Infants and Children

  • Breastfeed: Breastfeeding for at least the first year can help reduce ear infections during a child’s first five years.
  • Avoid cigarette smoke: Do not smoke (or allow anyone else to smoke) around children.
  • Vaccinate: Make sure your child is up to date on vaccinations, including the annual flu shot for children six months and older.
  • Bottle feed at an upright angle: If bottle feeding, feed your baby in a position that raises their head higher than their stomach to avoid fluids such as formula flowing into their eustachian tubes. Never prop a bottle to feed or allow a baby or child to take a bottle to bed.
  • Switch to a sippy cup: When developmentally appropriate, switch from a bottle to a sippy cup to reduce the surface area available to collect germs.
  • Practice good hygiene: Wash your own hands and your child’s hands regularly with soap and warm water. Teach your child good hygiene habits.
  • Avoid sick people: Keep your child away from others who are sick. This is not always possible if they are in a daycare setting.
  • Watch for mouth breathing/snoring: Frequent snoring or mouth breathing may indicate enlarged adenoids, which could contribute to ear infections.
  • Stop using pacifiers with children over 12 months: Pacifier use has been associated with an increased risk of ear infections. Pacifier use has also been associated with a decreased risk of SIDS. Stopping the use of pacifiers after the risk of SIDS goes down at a year old can help prevent ear infections without negating the benefits of pacifiers in SIDS reduction.

Ear Tubes

If ear infections keep reoccurring, or fluid stays trapped behind the ear causing hearing problems, a procedure may be performed in which a small hole is made in the eardrum, and small plastic or metal tubes are inserted. This helps fluid drain from the ear.

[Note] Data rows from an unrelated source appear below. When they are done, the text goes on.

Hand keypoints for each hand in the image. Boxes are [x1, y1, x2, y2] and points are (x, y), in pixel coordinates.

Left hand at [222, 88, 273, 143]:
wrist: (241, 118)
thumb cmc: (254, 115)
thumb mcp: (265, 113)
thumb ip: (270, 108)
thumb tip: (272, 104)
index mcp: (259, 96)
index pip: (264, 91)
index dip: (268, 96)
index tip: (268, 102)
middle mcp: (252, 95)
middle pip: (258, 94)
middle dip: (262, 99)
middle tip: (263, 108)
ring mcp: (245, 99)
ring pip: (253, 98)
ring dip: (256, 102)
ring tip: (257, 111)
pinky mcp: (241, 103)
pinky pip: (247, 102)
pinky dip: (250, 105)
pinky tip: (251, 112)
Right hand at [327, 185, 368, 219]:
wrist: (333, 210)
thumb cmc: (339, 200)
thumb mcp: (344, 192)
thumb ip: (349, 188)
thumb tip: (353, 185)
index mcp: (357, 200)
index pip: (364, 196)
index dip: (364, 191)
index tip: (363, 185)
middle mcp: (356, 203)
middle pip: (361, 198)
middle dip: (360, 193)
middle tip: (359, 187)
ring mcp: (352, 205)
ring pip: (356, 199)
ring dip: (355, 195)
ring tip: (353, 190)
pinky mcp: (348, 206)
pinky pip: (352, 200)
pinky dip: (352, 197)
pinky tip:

These tubes fall out on their own as the eardrum heals and do not need to be removed.

While this procedure is more common in children, it is also performed on adults.

When to See a Doctor

Call your healthcare provider immediately if any of the following occurs in you or your child:

  • Stiff neck
  • Severe ear pain
  • A fever over 104 degrees F (40 degrees C). Note: A baby under three months of age who has a temperature over 100.4 degrees F (38 degrees C) is an emergency situation and needs immediate medical attention, even if no other symptoms are present.
  • (Child) acts sluggish, looks or acts very sick, or is crying and cannot be soothed
  • Walk is not steady
  • Physically very weak
  • Signs of facial weakness (such as a crooked smile)
  • Bloody or pus-filled fluid draining from the ear
  • You feel you or your child needs immediate medical attention

Call your healthcare provider during office hours if:

  • Symptoms (including fever) are not better or have gotten worse after two to three days
  • You feel you or your child needs to be seen by a healthcare provider
  • You have any questions or concerns

Frequently Asked Questions

How do you treat an ear infection?

Most ear infections will go away on their own within a few days, but in some cases, antibiotics may be needed.

How can you tell if you have an ear infection?

Some symptoms of an ear infection in adults include ear pain, fever, muffled hearing, a feeling of fullness in the ear, and fluid draining from the ear. An ear infection can be confirmed by a physical exam from a healthcare professional.

What does an ear infection feel like?

An ear infection can cause pain in the ear (sharp or dull) and/or a feeling of fullness in the ear.

How long does an ear infection last?

Ear infections usually get better within a few days, with or without antibiotics, but the fluid in the middle ear may last six weeks or longer.